-- Opening Marker --

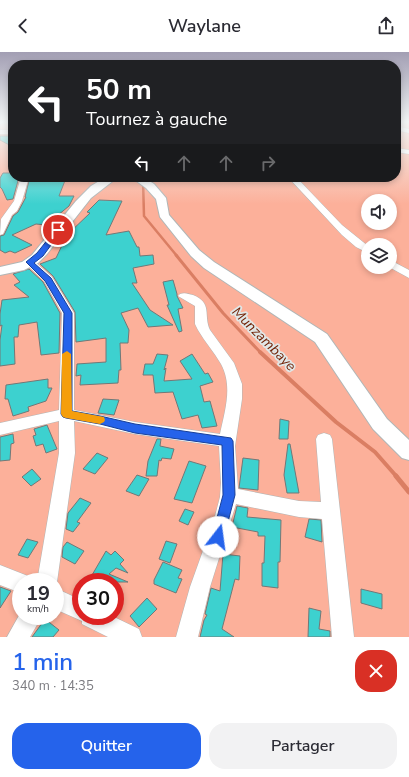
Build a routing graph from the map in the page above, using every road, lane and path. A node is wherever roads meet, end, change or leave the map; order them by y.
1 (24, 182) edge
2 (103, 182) edge
3 (144, 182) edge
4 (297, 182) edge
5 (0, 232) edge
6 (361, 246) edge
7 (30, 262) junction
8 (397, 267) edge
9 (0, 271) edge
10 (409, 275) edge
11 (184, 296) dead end
12 (66, 414) junction
13 (0, 429) edge
14 (324, 439) dead end
15 (227, 441) junction
16 (409, 452) edge
17 (229, 495) junction
18 (331, 511) junction
19 (48, 573) edge
20 (0, 575) edge
21 (12, 580) edge
22 (25, 625) edge
23 (108, 625) edge
24 (18, 637) edge
25 (131, 637) edge
26 (187, 637) edge
27 (343, 637) edge

1 - 5 street
2 - 7 street
3 - 16 street
4 - 6 street
7 - 9 street
7 - 12 street
8 - 10 street
11 - 15 street
12 - 13 street
12 - 15 street
12 - 19 street
14 - 18 street
15 - 17 street
17 - 18 street
17 - 26 street
18 - 27 street
20 - 21 street
22 - 24 street
23 - 25 street

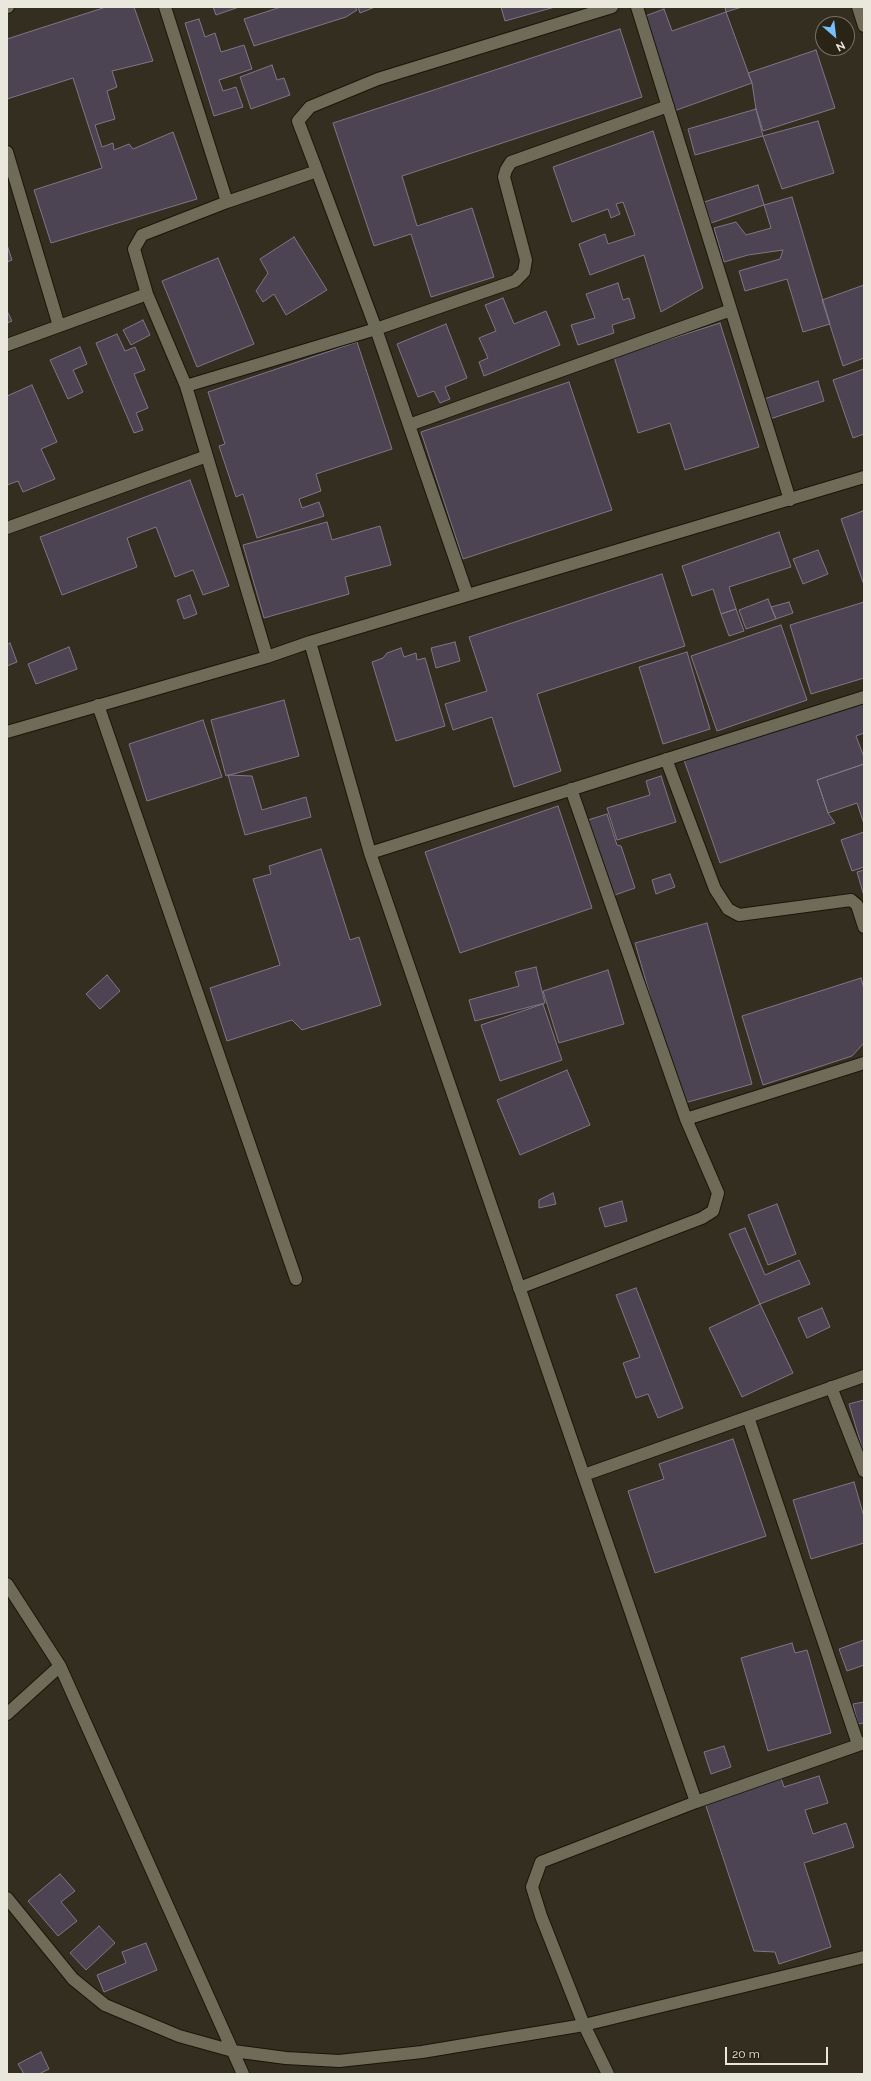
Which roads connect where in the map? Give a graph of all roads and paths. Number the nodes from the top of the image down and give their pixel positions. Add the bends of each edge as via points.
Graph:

-- Closing Marker --

**About this task**
Leave out the pictures and give the listing above again exactly.

**Result for this task**
Build a routing graph from the map in the page above, using every road, lane and path. A node is wherever roads meet, end, change or leave the map; order them by y.
1 (24, 182) edge
2 (103, 182) edge
3 (144, 182) edge
4 (297, 182) edge
5 (0, 232) edge
6 (361, 246) edge
7 (30, 262) junction
8 (397, 267) edge
9 (0, 271) edge
10 (409, 275) edge
11 (184, 296) dead end
12 (66, 414) junction
13 (0, 429) edge
14 (324, 439) dead end
15 (227, 441) junction
16 (409, 452) edge
17 (229, 495) junction
18 (331, 511) junction
19 (48, 573) edge
20 (0, 575) edge
21 (12, 580) edge
22 (25, 625) edge
23 (108, 625) edge
24 (18, 637) edge
25 (131, 637) edge
26 (187, 637) edge
27 (343, 637) edge

1 - 5 street
2 - 7 street
3 - 16 street
4 - 6 street
7 - 9 street
7 - 12 street
8 - 10 street
11 - 15 street
12 - 13 street
12 - 15 street
12 - 19 street
14 - 18 street
15 - 17 street
17 - 18 street
17 - 26 street
18 - 27 street
20 - 21 street
22 - 24 street
23 - 25 street

Which roads connect where in the map? Give a graph of all roads and paths. Number the nodes from the top of the image down and give their pixel positions. Add the bends of each edge as via points.
Graph:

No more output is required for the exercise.